Simulation study of individual cellular responses by bystander effects in cellular population

放射線誘発バイスタンダー効果による個々の細胞応答のシミュレーション研究

服部 佑哉; 横谷 明徳; 渡辺 立子

Hattori, Yuya; Yokoya, Akinari; Watanabe, Ritsuko

放射線が照射された細胞から、同じ細胞集団内の放射線が当たっていない細胞へ、細胞間シグナル伝達によって放射線の影響が伝達することが知られている。本研究では、個々の細胞応答と細胞間シグナル伝達を考慮した細胞集団の放射線応答モデルを用いて、集団内の細胞に対する放射線と細胞間シグナル伝達の作用を調べた。本研究で用いる放射線応答モデルは、細胞集団を2次元平面の格子の集団で表現し、1格子を1細胞とした。格子ごとに、(1)細胞への放射線照射、(2)放射線誘発の細胞間シグナル伝達、(3)放射線と細胞間シグナルに誘発されたDNA損傷、(4)DNA損傷による細胞周期変調と細胞死を記述した。まず、モデルの動作確認のため、モデルの計算データと実験データを比較した。シミュレーション空間に細胞集団を設置し、細胞集団全体に放射線を照射した。照射後に生存細胞をカウントした結果、実験データと同様に、生存率の線量依存性が確認できた。細胞集団中央の1細胞にのみ放射線を照射するシミュレーションでも、生存細胞数は、実験データと同程度であった。また、モデルが示した個々の細胞の細胞周期を調べたところ、細胞間シグナル伝達によって細胞周期が変調する細胞が増加することが確認できた。発表では、放射線誘発の細胞間シグナル伝達による細胞の生存率と細胞周期変調への影響について報告する。

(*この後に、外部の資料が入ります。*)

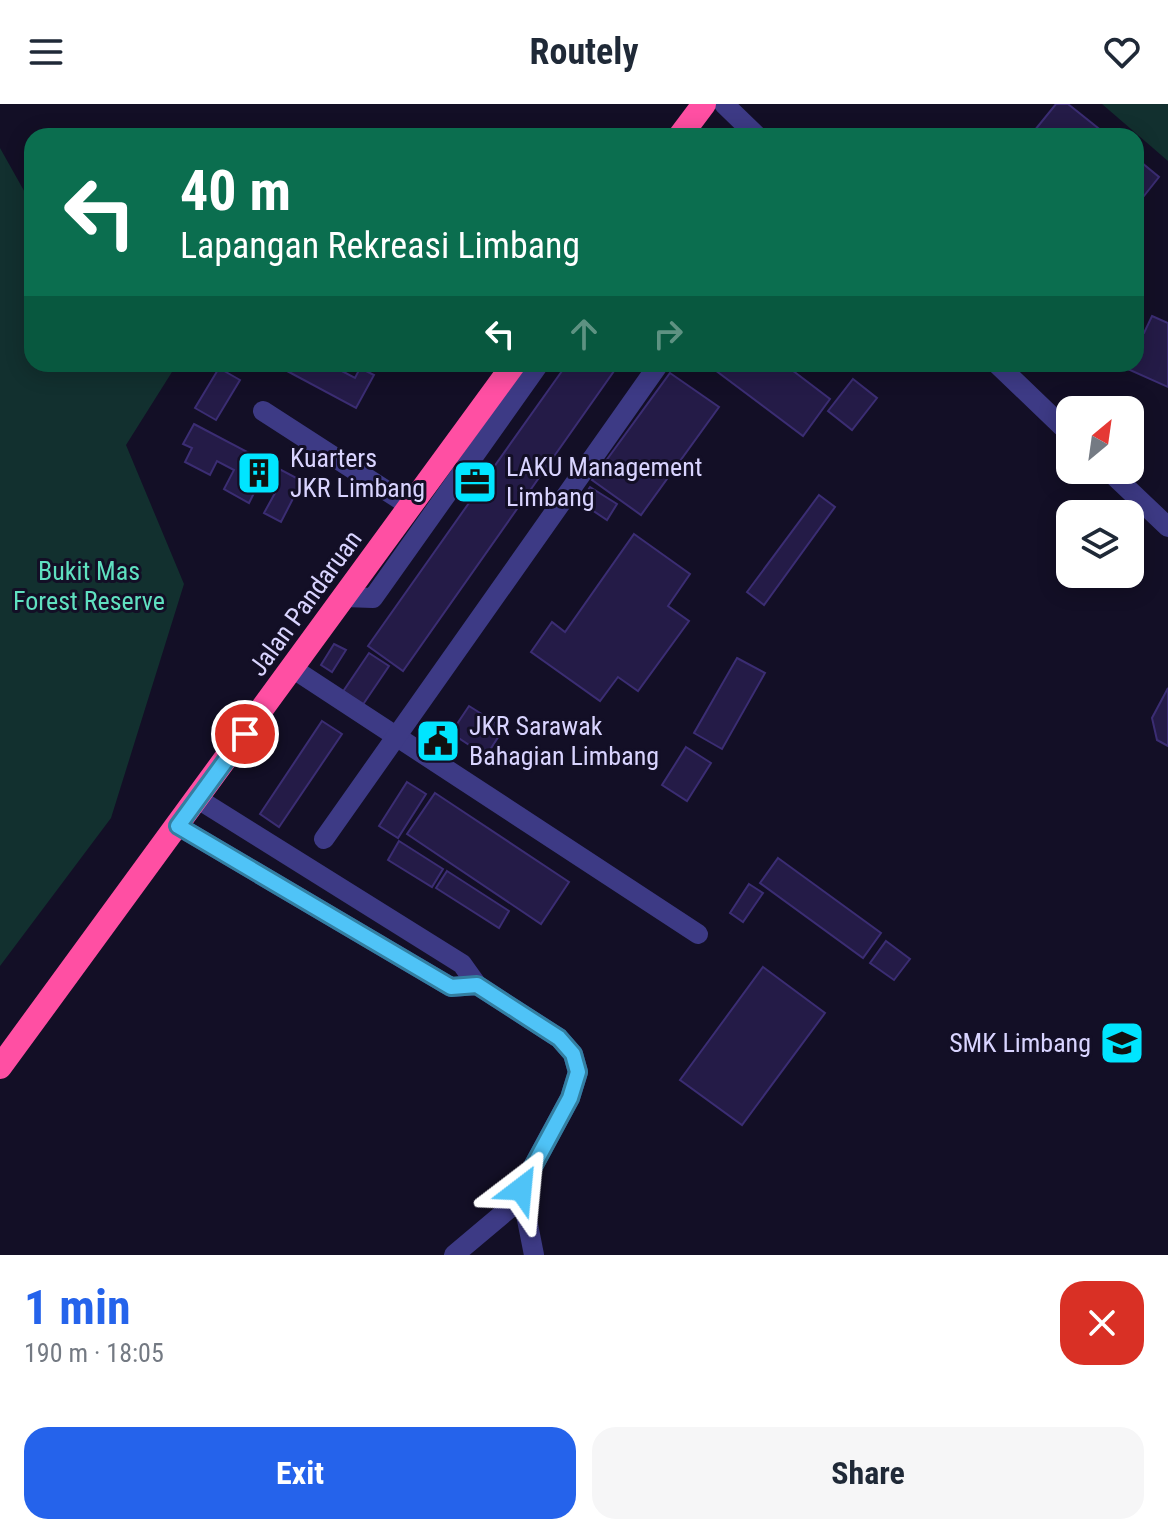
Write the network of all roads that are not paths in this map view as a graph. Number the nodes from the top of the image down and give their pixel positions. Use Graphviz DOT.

When only a limited number of cells in a population are hit by radiation, non-irradiated cells might receive from the irradiated cells intercellular signals that induce biological effects known as "bystander effects". To understand the responses of each cell in the inhomogeneous population, we have developed a mathematical model of intercellular signaling and individual cellular responses, particularly focusing on cell cycle progression, cell cycle arrest, and cell death. In our model, the cellular population was described by grids. Each grid represented each cell. We assumed that absorbed dose was given in each grid (cell). The intercellular-signals emitted from the cells were assumed to be transferred through culture medium and gap junctions, and their concentrations in each grid were calculated based on a diffusion equation. We assumed that individual cell have targets which are necessary to progress the cell cycle. Both irradiation and the intercellular signals were assumed to inactivate "targets" in the cell. The number of inactivated targets decides cellular state, cell cycle progression, cell cycle arrest or cell death. The cell cycle was described as a virtual clock with cyclic stages (G1, S, G2, M phases) and several check-points. In the condition of normal cell-cycle progression and proliferation, our model successfully reproduced growth curves of experimental data previously reported for non-irradiated cellular population. When we irradiated one cell in the center of cellular population, some of non-irradiated cells caused inactivation of the targets by the intercellular signals, resulting in cell cycle arrest and cell death. Based on the simulation and analysis of the temporal and spatial dynamics of intercellular signaling, inactivated targets, cell cycle arrest and cell death, we will discuss the mechanism of radiation-induced responses in inhomogeneous cellular populations.